- **What the exercise asks**
If a line below contains the string "Layout", copy it out.

- **Working data**
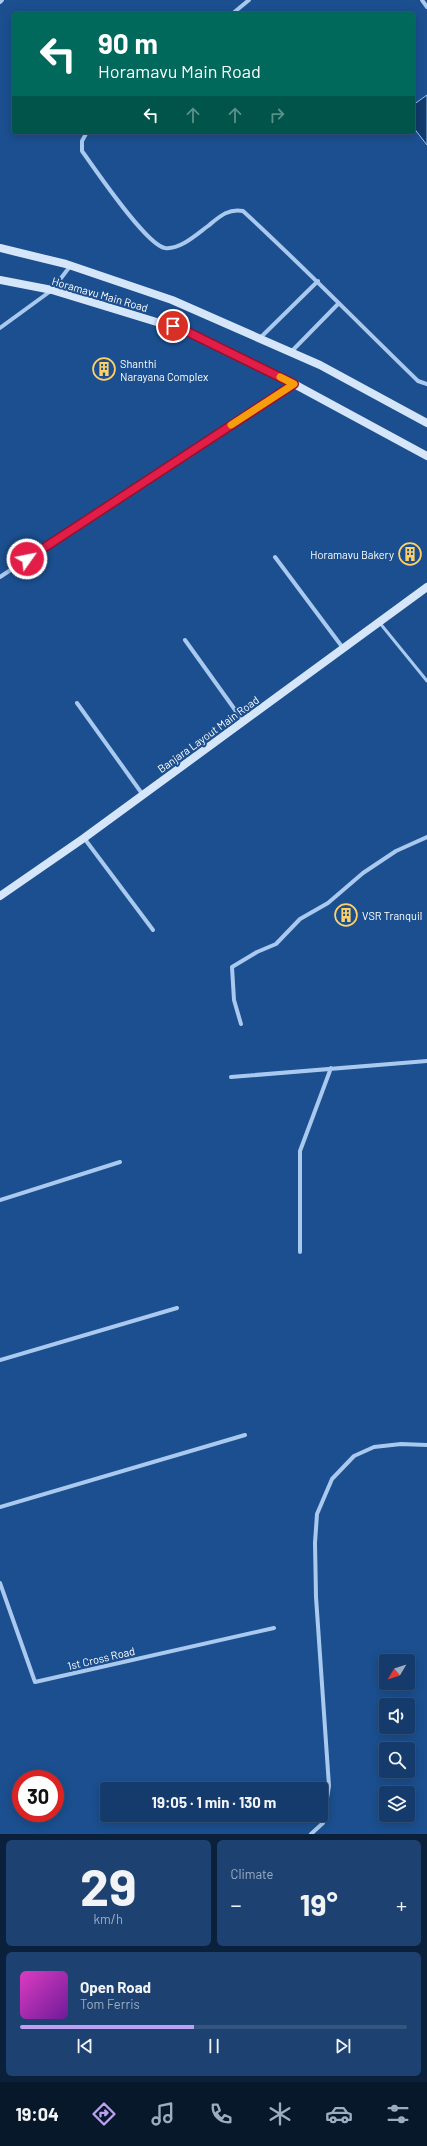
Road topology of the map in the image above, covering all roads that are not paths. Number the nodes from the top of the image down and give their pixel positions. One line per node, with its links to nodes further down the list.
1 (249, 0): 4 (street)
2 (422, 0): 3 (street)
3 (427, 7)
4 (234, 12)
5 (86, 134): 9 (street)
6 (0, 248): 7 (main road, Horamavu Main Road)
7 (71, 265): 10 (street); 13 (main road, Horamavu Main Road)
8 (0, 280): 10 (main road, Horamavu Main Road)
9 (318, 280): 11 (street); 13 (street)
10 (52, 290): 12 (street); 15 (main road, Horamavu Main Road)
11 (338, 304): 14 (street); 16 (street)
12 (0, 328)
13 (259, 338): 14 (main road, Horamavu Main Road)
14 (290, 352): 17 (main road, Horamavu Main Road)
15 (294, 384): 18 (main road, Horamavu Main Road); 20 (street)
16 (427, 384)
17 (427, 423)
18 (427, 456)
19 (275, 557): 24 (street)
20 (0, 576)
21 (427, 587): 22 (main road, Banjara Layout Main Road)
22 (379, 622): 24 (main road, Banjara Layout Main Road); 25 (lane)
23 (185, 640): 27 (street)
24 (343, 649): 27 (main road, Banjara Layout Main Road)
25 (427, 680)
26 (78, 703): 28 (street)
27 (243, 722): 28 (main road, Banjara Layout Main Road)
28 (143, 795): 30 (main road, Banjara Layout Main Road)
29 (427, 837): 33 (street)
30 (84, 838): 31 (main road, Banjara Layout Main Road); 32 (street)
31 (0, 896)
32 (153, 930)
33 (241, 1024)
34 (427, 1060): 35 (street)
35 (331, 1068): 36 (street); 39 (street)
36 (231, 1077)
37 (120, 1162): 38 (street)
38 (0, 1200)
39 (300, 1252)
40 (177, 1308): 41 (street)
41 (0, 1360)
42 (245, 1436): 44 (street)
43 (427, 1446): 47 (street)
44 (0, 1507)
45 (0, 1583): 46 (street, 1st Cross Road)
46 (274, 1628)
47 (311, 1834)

- **Answer section**
21 (427, 587): 22 (main road, Banjara Layout Main Road)
22 (379, 622): 24 (main road, Banjara Layout Main Road); 25 (lane)
24 (343, 649): 27 (main road, Banjara Layout Main Road)
27 (243, 722): 28 (main road, Banjara Layout Main Road)
28 (143, 795): 30 (main road, Banjara Layout Main Road)
30 (84, 838): 31 (main road, Banjara Layout Main Road); 32 (street)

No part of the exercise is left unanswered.